### What is expected
If a line in the material below has the word "personenbezogener", copy it.

### Records supplied
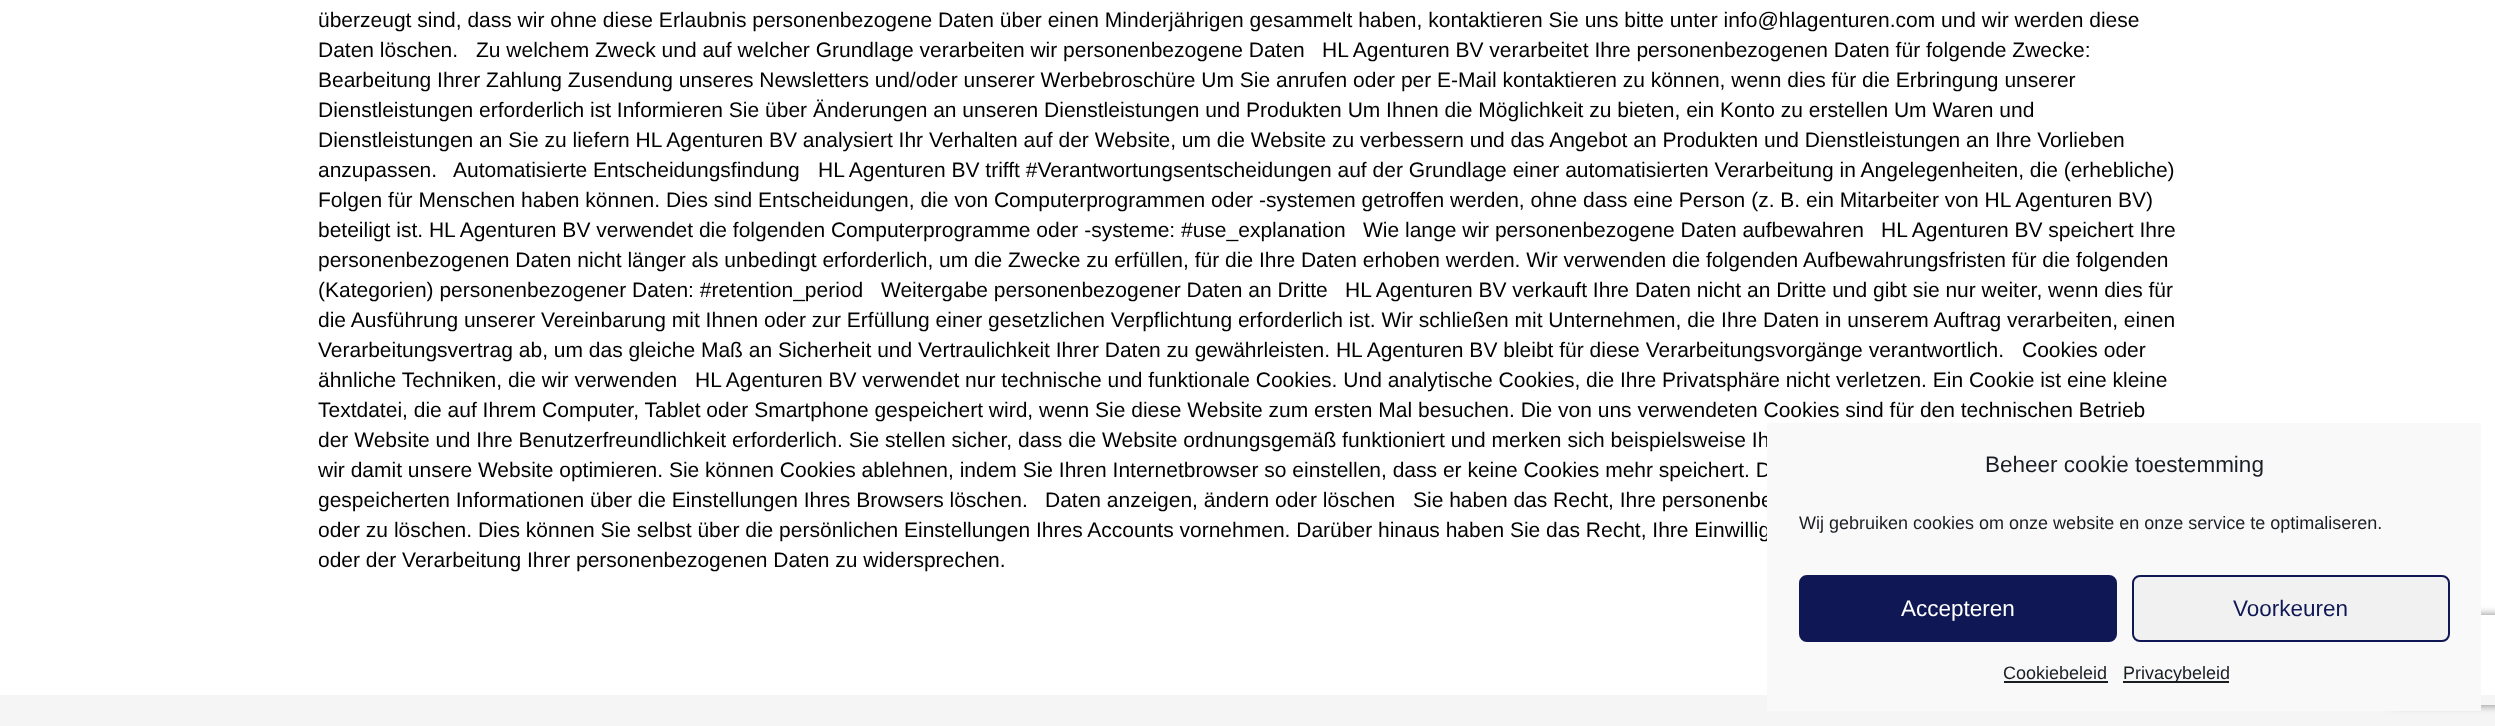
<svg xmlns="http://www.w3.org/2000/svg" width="2495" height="726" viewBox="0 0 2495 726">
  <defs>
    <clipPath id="clip1"><path d="M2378 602H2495V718H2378ZM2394 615H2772C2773.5 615 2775 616.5 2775 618V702C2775 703.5 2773.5 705 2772 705H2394C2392.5 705 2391 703.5 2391 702V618C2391 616.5 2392.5 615 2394 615Z" clip-rule="evenodd"/></clipPath>
    <filter id="blur1" x="-50%" y="-200%" width="200%" height="500%"><feGaussianBlur stdDeviation="4"/></filter>
  </defs>
  <rect width="100%" height="100%" fill="#ffffff"/>
  <text x="318" y="27" font-family="Liberation Sans" font-size="21" fill="#000000">überzeugt sind, dass wir ohne diese Erlaubnis personenbezogene Daten über einen Minderjährigen gesammelt haben, kontaktieren Sie uns bitte unter info@hlagenturen.com und wir werden diese</text>
  <text x="318" y="57" font-family="Liberation Sans" font-size="21" fill="#000000">Daten löschen.</text>
  <text x="476" y="57" font-family="Liberation Sans" font-size="21" fill="#000000">Zu welchem Zweck und auf welcher Grundlage verarbeiten wir personenbezogene Daten</text>
  <text x="1322" y="57" font-family="Liberation Sans" font-size="21" fill="#000000">HL Agenturen BV verarbeitet Ihre personenbezogenen Daten für folgende Zwecke:</text>
  <text x="318" y="87" font-family="Liberation Sans" font-size="21" fill="#000000">Bearbeitung Ihrer Zahlung Zusendung unseres Newsletters und/oder unserer Werbebroschüre Um Sie anrufen oder per E-Mail kontaktieren zu können, wenn dies für die Erbringung unserer</text>
  <text x="318" y="117" font-family="Liberation Sans" font-size="21" fill="#000000">Dienstleistungen erforderlich ist Informieren Sie über Änderungen an unseren Dienstleistungen und Produkten Um Ihnen die Möglichkeit zu bieten, ein Konto zu erstellen Um Waren und</text>
  <text x="318" y="147" font-family="Liberation Sans" font-size="21" fill="#000000">Dienstleistungen an Sie zu liefern HL Agenturen BV analysiert Ihr Verhalten auf der Website, um die Website zu verbessern und das Angebot an Produkten und Dienstleistungen an Ihre Vorlieben</text>
  <text x="318" y="177" font-family="Liberation Sans" font-size="21" fill="#000000">anzupassen.</text>
  <text x="453" y="177" font-family="Liberation Sans" font-size="21" fill="#000000">Automatisierte Entscheidungsfindung</text>
  <text x="818" y="177" font-family="Liberation Sans" font-size="21" fill="#000000">HL Agenturen BV trifft #Verantwortungsentscheidungen auf der Grundlage einer automatisierten Verarbeitung in Angelegenheiten, die (erhebliche)</text>
  <text x="318" y="207" font-family="Liberation Sans" font-size="21" fill="#000000">Folgen für Menschen haben können. Dies sind Entscheidungen, die von Computerprogrammen oder -systemen getroffen werden, ohne dass eine Person (z. B. ein Mitarbeiter von HL Agenturen BV)</text>
  <text x="318" y="237" font-family="Liberation Sans" font-size="21" fill="#000000">beteiligt ist. HL Agenturen BV verwendet die folgenden Computerprogramme oder -systeme: #use_explanation</text>
  <text x="1363" y="237" font-family="Liberation Sans" font-size="21" fill="#000000">Wie lange wir personenbezogene Daten aufbewahren</text>
  <text x="1881" y="237" font-family="Liberation Sans" font-size="21" fill="#000000">HL Agenturen BV speichert Ihre</text>
  <text x="318" y="267" font-family="Liberation Sans" font-size="21" fill="#000000">personenbezogenen Daten nicht länger als unbedingt erforderlich, um die Zwecke zu erfüllen, für die Ihre Daten erhoben werden. Wir verwenden die folgenden Aufbewahrungsfristen für die folgenden</text>
  <text x="318" y="297" font-family="Liberation Sans" font-size="21" fill="#000000">(Kategorien) personenbezogener Daten: #retention_period</text>
  <text x="881" y="297" font-family="Liberation Sans" font-size="21" fill="#000000">Weitergabe personenbezogener Daten an Dritte</text>
  <text x="1345" y="297" font-family="Liberation Sans" font-size="21" fill="#000000">HL Agenturen BV verkauft Ihre Daten nicht an Dritte und gibt sie nur weiter, wenn dies für</text>
  <text x="318" y="327" font-family="Liberation Sans" font-size="21" fill="#000000">die Ausführung unserer Vereinbarung mit Ihnen oder zur Erfüllung einer gesetzlichen Verpflichtung erforderlich ist. Wir schließen mit Unternehmen, die Ihre Daten in unserem Auftrag verarbeiten, einen</text>
  <text x="318" y="357" font-family="Liberation Sans" font-size="21" fill="#000000">Verarbeitungsvertrag ab, um das gleiche Maß an Sicherheit und Vertraulichkeit Ihrer Daten zu gewährleisten. HL Agenturen BV bleibt für diese Verarbeitungsvorgänge verantwortlich.</text>
  <text x="2022" y="357" font-family="Liberation Sans" font-size="21" fill="#000000">Cookies oder</text>
  <text x="318" y="387" font-family="Liberation Sans" font-size="21" fill="#000000">ähnliche Techniken, die wir verwenden</text>
  <text x="695" y="387" font-family="Liberation Sans" font-size="21" fill="#000000">HL Agenturen BV verwendet nur technische und funktionale Cookies. Und analytische Cookies, die Ihre Privatsphäre nicht verletzen. Ein Cookie ist eine kleine</text>
  <text x="318" y="417" font-family="Liberation Sans" font-size="21" fill="#000000">Textdatei, die auf Ihrem Computer, Tablet oder Smartphone gespeichert wird, wenn Sie diese Website zum ersten Mal besuchen. Die von uns verwendeten Cookies sind für den technischen Betrieb</text>
  <text x="318" y="447" font-family="Liberation Sans" font-size="21" fill="#000000">der Website und Ihre Benutzerfreundlichkeit erforderlich. Sie stellen sicher, dass die Website ordnungsgemäß funktioniert und merken sich beispielsweise Ih</text>
  <text x="318" y="477" font-family="Liberation Sans" font-size="21" fill="#000000">wir damit unsere Website optimieren. Sie können Cookies ablehnen, indem Sie Ihren Internetbrowser so einstellen, dass er keine Cookies mehr speichert. D</text>
  <text x="318" y="507" font-family="Liberation Sans" font-size="21" fill="#000000">gespeicherten Informationen über die Einstellungen Ihres Browsers löschen.</text>
  <text x="1045" y="507" font-family="Liberation Sans" font-size="21" fill="#000000">Daten anzeigen, ändern oder löschen</text>
  <text x="1413" y="507" font-family="Liberation Sans" font-size="21" fill="#000000">Sie haben das Recht, Ihre personenbe</text>
  <text x="318" y="537" font-family="Liberation Sans" font-size="21" fill="#000000">oder zu löschen. Dies können Sie selbst über die persönlichen Einstellungen Ihres Accounts vornehmen. Darüber hinaus haben Sie das Recht, Ihre Einwillig</text>
  <text x="318" y="567" font-family="Liberation Sans" font-size="21" fill="#000000">oder der Verarbeitung Ihrer personenbezogenen Daten zu widersprechen.</text>
  <rect x="0" y="695" width="2495" height="31" fill="#f5f5f5"/>
  <g clip-path="url(#clip1)">
    <rect x="2391" y="615" width="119" height="90" rx="3" fill="#808080" filter="url(#blur1)"/>
  </g>
  <rect x="1767" y="423" width="714" height="288" fill="#f9f9f9"/>
  <text x="1985" y="472" font-family="Liberation Sans" font-size="22.5" fill="#191e23">Beheer cookie toestemming</text>
  <text x="1799" y="529" font-family="Liberation Sans" font-size="18" fill="#191e23">Wij gebruiken cookies om onze website en onze service te optimaliseren.</text>
  <rect x="1800" y="576" width="316" height="65" rx="7" fill="#0f1854" stroke="#0f1854" stroke-width="2"/>
  <text x="1901" y="616" font-family="Liberation Sans" font-size="22.5" fill="#ffffff">Accepteren</text>
  <rect x="2133" y="576" width="316" height="65" rx="7" fill="#f1f1f1" stroke="#0f1854" stroke-width="2"/>
  <text x="2233" y="616" font-family="Liberation Sans" font-size="22.5" fill="#0f1854">Voorkeuren</text>
  <text x="2003" y="679" font-family="Liberation Sans" font-size="18" fill="#191e23">Cookiebeleid</text>
  <rect x="2004" y="681" width="104" height="2" fill="#191e23"/>
  <rect x="2123" y="681" width="106" height="2" fill="#191e23"/>
  <text x="2123" y="679" font-family="Liberation Sans" font-size="18" fill="#191e23">Privacybeleid</text>
</svg>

### Answer for the task
  <text x="318" y="297" font-family="Liberation Sans" font-size="21" fill="#000000">(Kategorien) personenbezogener Daten: #retention_period</text>
  <text x="881" y="297" font-family="Liberation Sans" font-size="21" fill="#000000">Weitergabe personenbezogener Daten an Dritte</text>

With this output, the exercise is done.